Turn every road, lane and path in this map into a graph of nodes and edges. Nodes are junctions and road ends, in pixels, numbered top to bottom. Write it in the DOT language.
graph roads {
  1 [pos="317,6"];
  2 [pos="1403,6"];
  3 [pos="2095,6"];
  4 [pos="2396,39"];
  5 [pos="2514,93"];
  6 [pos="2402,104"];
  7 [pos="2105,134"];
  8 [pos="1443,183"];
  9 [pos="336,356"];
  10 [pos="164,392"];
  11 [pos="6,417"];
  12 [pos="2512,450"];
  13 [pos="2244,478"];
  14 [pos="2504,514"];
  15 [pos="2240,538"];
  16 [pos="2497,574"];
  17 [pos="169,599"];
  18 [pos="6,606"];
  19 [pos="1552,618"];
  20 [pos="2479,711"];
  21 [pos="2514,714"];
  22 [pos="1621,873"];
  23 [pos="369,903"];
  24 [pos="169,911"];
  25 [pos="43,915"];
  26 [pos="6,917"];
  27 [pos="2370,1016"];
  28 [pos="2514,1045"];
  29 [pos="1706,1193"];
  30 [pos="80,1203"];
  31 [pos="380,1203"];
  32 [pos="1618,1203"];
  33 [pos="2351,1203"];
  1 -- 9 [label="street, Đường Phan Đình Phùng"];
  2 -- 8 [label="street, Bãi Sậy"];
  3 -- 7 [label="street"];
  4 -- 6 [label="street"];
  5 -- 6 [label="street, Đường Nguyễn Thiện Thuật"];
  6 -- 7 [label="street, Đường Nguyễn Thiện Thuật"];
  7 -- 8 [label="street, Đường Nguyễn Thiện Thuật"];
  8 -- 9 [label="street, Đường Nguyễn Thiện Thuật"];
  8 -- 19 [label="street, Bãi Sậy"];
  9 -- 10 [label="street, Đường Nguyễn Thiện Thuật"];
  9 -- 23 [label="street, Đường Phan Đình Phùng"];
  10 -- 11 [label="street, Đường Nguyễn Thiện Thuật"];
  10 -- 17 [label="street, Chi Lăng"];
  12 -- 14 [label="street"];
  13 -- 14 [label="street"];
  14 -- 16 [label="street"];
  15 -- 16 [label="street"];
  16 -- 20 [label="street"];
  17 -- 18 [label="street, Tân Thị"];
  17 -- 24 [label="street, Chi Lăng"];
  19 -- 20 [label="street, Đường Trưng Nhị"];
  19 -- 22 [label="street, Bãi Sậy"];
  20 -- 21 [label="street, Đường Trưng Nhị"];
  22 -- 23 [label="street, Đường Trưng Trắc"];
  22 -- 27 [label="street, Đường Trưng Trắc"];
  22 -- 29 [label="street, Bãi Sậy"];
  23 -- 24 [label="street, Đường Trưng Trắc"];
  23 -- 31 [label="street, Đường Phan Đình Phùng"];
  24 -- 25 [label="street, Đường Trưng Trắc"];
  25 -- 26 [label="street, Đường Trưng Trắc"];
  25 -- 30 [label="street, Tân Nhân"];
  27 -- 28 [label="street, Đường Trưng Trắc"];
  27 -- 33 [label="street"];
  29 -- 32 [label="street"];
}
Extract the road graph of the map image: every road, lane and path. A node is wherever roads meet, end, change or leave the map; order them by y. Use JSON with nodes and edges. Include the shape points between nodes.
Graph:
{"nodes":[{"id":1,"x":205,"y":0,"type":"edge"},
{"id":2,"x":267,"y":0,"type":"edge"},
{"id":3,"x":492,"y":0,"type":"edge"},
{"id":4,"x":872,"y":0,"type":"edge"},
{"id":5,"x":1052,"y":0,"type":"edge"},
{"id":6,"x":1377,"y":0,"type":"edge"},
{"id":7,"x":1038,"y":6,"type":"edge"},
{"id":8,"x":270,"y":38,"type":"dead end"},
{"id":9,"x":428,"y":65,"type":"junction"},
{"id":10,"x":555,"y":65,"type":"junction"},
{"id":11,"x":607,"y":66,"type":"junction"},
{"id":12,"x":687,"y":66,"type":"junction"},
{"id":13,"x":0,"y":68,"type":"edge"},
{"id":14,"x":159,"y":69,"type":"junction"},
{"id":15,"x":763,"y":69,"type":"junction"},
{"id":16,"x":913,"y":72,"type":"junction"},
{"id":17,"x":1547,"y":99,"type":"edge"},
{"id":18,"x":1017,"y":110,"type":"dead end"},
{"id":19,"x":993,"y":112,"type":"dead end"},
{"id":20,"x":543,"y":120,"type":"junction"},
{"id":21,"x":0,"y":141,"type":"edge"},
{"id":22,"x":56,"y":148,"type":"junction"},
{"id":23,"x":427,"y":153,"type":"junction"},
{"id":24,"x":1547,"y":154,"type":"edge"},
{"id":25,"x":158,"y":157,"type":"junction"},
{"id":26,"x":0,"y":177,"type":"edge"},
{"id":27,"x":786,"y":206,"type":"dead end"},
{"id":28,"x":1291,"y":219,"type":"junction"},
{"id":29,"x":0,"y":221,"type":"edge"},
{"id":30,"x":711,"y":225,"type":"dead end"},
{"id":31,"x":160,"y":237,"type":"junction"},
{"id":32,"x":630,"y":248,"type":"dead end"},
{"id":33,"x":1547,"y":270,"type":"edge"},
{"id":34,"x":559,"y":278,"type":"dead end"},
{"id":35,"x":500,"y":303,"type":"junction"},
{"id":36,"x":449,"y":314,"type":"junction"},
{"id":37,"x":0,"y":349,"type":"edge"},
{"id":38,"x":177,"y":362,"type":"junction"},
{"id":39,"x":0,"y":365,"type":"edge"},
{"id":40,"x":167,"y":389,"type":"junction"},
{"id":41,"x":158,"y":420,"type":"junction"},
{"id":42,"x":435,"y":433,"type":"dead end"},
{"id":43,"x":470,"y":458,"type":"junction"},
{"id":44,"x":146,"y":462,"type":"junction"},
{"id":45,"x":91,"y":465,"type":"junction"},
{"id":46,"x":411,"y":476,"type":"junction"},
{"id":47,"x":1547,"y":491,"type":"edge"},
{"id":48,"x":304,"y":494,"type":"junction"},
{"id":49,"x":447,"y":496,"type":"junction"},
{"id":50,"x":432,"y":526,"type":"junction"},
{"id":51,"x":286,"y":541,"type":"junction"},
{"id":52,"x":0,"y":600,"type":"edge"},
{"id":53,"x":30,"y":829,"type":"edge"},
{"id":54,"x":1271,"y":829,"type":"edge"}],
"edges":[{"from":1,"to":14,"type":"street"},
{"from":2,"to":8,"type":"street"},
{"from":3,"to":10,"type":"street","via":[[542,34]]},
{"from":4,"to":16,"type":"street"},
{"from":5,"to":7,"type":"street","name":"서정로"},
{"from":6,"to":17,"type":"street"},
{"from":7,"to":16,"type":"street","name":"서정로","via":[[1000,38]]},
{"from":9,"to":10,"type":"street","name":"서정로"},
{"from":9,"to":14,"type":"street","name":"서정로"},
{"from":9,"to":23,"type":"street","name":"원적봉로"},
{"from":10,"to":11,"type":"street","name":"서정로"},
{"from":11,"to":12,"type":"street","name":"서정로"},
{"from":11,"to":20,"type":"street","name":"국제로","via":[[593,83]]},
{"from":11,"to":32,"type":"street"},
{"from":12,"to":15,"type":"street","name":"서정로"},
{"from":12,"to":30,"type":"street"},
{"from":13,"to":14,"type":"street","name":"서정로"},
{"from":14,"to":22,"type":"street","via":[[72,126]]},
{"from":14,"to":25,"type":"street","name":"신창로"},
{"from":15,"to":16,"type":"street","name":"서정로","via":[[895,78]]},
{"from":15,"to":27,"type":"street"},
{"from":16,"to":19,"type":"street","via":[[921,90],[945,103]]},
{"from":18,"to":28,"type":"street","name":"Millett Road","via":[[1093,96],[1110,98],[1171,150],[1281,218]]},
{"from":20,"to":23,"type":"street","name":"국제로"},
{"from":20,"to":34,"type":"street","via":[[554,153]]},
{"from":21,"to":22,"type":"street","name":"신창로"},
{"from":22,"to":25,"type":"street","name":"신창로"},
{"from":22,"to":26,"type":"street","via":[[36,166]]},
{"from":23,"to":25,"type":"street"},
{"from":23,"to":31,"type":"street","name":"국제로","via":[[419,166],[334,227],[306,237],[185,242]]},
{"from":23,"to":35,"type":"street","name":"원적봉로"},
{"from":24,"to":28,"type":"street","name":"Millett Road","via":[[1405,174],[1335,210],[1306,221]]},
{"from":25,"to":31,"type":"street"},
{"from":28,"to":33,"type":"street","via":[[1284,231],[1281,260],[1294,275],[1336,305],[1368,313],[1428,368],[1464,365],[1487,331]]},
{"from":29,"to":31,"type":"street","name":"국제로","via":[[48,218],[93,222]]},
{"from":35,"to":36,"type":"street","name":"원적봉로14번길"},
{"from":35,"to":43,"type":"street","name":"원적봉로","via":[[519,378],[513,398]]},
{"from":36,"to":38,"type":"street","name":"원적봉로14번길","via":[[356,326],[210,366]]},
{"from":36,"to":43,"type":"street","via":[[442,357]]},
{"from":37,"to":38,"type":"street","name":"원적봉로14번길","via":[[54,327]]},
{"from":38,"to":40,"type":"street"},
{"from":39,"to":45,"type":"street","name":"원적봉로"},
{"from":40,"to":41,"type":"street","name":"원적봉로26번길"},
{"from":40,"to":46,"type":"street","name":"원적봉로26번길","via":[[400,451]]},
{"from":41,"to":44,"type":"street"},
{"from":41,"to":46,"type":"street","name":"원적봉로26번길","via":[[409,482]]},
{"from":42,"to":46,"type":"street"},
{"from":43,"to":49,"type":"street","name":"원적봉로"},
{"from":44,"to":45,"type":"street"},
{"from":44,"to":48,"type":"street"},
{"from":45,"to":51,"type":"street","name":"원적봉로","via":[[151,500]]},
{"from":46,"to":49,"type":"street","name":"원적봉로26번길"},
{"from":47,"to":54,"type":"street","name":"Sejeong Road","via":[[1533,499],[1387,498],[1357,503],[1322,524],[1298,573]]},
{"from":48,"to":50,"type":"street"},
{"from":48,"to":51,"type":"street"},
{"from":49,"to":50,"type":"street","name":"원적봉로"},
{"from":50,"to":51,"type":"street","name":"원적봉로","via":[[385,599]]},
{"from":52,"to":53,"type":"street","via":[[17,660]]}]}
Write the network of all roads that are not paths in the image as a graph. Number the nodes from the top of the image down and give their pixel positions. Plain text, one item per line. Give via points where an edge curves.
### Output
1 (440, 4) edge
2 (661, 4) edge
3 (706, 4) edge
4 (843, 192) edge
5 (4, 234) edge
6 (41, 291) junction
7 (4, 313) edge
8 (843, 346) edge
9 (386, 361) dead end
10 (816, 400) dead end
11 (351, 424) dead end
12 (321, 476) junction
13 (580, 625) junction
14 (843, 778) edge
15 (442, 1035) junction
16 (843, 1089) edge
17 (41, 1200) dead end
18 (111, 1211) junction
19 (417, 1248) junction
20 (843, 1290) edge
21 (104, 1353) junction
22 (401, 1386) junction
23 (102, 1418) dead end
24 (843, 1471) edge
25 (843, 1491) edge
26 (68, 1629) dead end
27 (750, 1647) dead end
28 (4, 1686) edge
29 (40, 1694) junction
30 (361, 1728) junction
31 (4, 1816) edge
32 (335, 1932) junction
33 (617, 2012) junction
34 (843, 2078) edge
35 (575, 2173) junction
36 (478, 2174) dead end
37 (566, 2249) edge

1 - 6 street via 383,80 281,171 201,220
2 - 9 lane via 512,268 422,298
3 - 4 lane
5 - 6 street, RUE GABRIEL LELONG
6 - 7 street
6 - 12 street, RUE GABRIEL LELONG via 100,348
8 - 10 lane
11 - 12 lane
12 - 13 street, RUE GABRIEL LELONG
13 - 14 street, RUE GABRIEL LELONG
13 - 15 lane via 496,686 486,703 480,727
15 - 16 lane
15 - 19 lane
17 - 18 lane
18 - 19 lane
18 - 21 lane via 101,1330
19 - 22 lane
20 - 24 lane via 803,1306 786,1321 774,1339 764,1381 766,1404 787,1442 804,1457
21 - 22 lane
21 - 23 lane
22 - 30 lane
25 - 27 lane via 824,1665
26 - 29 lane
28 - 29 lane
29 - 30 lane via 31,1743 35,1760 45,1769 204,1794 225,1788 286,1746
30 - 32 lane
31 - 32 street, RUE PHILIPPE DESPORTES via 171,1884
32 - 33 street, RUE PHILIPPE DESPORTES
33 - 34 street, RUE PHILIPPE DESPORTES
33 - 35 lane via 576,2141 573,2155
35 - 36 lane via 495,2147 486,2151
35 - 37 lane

WHAT IS NEEDED:
Check each line above for the word "Thiện", and copy the lines where it appears.

YOUR SOLUTION:
  5 -- 6 [label="street, Đường Nguyễn Thiện Thuật"];
  6 -- 7 [label="street, Đường Nguyễn Thiện Thuật"];
  7 -- 8 [label="street, Đường Nguyễn Thiện Thuật"];
  8 -- 9 [label="street, Đường Nguyễn Thiện Thuật"];
  9 -- 10 [label="street, Đường Nguyễn Thiện Thuật"];
  10 -- 11 [label="street, Đường Nguyễn Thiện Thuật"];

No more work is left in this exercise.